È morto a 74 anni all’ospedale di Chivasso, stroncato da un infarto, Domenico Belfiore, figura storica della ’ndrangheta in Piemonte e condannato all’ergastolo come mandante dell’assassinio del procuratore Bruno Caccia. Da tempo era fuori dal carcere per gravi motivi di salute.

L’ultima volta in aula risale al novembre 2016, davanti alla Corte d’assise di Milano: in sedia a rotelle, rivendicava la propria innocenza per quello che resta il delitto più grave nella storia giudiziaria torinese degli anni Ottanta. «Sono stato trent’anni in carcere da innocente», disse allora.
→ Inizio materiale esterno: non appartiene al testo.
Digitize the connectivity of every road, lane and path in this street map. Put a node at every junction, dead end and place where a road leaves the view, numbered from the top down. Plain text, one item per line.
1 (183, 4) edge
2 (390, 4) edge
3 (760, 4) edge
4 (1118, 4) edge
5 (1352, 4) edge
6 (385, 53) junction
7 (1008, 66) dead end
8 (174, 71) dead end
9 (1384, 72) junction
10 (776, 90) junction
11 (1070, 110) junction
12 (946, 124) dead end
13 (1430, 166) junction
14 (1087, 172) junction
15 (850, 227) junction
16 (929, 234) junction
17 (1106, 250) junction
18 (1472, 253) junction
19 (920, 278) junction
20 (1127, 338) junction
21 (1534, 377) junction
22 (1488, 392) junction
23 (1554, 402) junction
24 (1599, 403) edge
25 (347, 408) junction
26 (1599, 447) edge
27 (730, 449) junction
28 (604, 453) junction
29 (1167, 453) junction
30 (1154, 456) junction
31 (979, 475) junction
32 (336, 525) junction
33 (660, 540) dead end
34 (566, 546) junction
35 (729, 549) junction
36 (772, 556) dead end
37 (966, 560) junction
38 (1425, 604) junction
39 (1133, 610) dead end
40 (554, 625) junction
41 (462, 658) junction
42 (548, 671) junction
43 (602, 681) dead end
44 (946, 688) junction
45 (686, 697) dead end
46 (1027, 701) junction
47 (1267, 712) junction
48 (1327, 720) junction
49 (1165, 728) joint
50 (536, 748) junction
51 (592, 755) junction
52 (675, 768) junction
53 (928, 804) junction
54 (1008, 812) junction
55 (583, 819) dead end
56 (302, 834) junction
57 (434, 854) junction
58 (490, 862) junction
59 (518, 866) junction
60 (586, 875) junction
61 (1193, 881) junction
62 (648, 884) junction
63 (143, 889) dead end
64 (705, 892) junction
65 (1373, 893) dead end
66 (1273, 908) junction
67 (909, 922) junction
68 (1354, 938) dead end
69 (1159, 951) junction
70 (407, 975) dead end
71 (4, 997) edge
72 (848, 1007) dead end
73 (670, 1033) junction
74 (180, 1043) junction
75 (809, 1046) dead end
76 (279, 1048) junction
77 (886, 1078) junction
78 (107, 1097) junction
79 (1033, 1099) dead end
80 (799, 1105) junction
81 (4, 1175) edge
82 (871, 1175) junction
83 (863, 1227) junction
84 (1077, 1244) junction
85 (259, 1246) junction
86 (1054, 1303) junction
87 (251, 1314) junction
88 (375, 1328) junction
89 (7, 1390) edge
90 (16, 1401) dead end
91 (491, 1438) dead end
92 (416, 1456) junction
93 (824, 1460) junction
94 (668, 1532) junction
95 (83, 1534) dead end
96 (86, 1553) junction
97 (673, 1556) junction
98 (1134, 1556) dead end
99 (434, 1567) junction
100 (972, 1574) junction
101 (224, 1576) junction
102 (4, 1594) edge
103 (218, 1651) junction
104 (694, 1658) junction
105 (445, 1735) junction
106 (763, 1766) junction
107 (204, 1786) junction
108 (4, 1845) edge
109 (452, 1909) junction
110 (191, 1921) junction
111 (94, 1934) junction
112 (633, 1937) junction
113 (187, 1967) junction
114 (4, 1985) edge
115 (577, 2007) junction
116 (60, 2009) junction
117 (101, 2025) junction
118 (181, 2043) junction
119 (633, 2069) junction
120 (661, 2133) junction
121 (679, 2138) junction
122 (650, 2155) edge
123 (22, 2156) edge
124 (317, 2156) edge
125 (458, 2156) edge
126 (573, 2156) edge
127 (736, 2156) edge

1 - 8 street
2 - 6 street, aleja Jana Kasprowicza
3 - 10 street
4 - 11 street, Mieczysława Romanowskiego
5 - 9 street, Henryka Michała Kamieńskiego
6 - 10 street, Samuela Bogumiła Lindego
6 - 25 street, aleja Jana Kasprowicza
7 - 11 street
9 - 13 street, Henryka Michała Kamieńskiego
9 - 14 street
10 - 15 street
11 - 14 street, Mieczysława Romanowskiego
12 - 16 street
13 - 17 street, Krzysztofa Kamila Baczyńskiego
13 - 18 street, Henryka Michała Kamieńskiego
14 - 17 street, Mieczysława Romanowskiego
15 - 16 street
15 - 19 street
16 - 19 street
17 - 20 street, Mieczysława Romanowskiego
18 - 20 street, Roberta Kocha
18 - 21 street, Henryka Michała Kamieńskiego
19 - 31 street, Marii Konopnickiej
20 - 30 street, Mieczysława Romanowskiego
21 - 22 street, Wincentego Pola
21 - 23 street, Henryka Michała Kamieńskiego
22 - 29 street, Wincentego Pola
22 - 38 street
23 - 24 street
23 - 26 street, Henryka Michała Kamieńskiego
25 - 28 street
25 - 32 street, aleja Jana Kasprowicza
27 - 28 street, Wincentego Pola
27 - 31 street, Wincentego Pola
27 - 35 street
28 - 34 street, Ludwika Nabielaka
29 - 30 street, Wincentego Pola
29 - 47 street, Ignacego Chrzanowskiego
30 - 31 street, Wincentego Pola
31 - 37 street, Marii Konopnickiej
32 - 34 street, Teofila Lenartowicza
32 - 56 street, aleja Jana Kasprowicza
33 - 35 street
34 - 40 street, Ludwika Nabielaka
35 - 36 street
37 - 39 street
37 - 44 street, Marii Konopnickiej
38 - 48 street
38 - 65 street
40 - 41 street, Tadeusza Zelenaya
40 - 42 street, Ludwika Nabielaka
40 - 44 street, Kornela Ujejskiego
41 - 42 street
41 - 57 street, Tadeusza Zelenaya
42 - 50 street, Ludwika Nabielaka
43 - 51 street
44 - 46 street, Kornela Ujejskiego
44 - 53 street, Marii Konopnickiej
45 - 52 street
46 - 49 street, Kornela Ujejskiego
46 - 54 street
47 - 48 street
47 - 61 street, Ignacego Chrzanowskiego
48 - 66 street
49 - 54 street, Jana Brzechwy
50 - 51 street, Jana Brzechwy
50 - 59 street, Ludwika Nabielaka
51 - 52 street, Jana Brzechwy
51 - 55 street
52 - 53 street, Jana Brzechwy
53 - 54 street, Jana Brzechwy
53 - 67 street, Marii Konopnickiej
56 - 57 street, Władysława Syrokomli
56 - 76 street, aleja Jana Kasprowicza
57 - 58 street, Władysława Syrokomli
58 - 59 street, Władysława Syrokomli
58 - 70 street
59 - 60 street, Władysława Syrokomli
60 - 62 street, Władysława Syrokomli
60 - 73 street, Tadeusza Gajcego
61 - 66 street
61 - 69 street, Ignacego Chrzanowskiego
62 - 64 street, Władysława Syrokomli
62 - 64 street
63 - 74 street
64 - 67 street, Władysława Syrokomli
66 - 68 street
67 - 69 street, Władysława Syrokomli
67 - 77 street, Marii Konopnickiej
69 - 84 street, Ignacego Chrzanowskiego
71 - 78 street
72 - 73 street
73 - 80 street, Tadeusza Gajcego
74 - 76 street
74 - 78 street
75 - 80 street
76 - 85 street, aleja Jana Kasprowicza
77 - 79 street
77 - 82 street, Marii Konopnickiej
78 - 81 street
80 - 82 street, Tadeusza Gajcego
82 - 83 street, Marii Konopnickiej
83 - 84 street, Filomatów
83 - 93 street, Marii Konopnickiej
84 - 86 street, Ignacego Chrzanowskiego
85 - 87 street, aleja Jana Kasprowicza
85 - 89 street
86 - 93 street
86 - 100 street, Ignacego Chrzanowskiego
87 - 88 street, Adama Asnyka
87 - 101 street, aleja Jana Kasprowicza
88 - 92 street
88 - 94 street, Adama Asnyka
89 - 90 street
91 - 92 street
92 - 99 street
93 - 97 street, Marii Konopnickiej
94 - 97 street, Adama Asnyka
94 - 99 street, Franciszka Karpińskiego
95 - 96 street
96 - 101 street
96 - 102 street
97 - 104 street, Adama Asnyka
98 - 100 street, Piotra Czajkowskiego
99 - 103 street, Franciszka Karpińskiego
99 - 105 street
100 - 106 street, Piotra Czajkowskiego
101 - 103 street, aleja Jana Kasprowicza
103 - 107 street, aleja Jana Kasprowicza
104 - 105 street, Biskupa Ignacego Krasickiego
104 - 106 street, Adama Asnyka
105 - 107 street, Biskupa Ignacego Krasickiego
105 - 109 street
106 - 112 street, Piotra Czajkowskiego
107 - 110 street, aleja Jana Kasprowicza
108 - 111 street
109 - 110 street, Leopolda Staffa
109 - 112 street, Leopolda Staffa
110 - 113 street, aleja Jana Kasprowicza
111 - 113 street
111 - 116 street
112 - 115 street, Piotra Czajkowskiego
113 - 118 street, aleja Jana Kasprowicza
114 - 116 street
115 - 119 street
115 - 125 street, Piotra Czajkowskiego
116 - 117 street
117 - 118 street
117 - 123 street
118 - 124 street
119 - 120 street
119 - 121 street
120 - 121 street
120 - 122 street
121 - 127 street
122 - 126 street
Poi il silenzio.

Nato a Gioiosa Jonica, classe 1951, Belfiore è stato considerato per decenni un punto di riferimento della criminalità calabrese trapiantata al Nord. Per i giudici fu lui a ordinare l’agguato del 26 giugno 1983, quando Caccia venne assassinato sotto casa, in via Sommacampagna, da un commando legato alla ’ndrangheta. Una sentenza definitiva che gli valse il “fine pena mai”.

La sua parabola giudiziaria ha sempre convissuto con un interrogativo più ampio: possibile che una singola articolazione della mafia calabrese abbia deciso in autonomia di colpire un procuratore capo? Domande rimaste sospese, alimentate negli anni da dichiarazioni di collaboratori di giustizia e da intercettazioni che restituivano l’immagine di un uomo ancora rispettato negli ambienti criminali.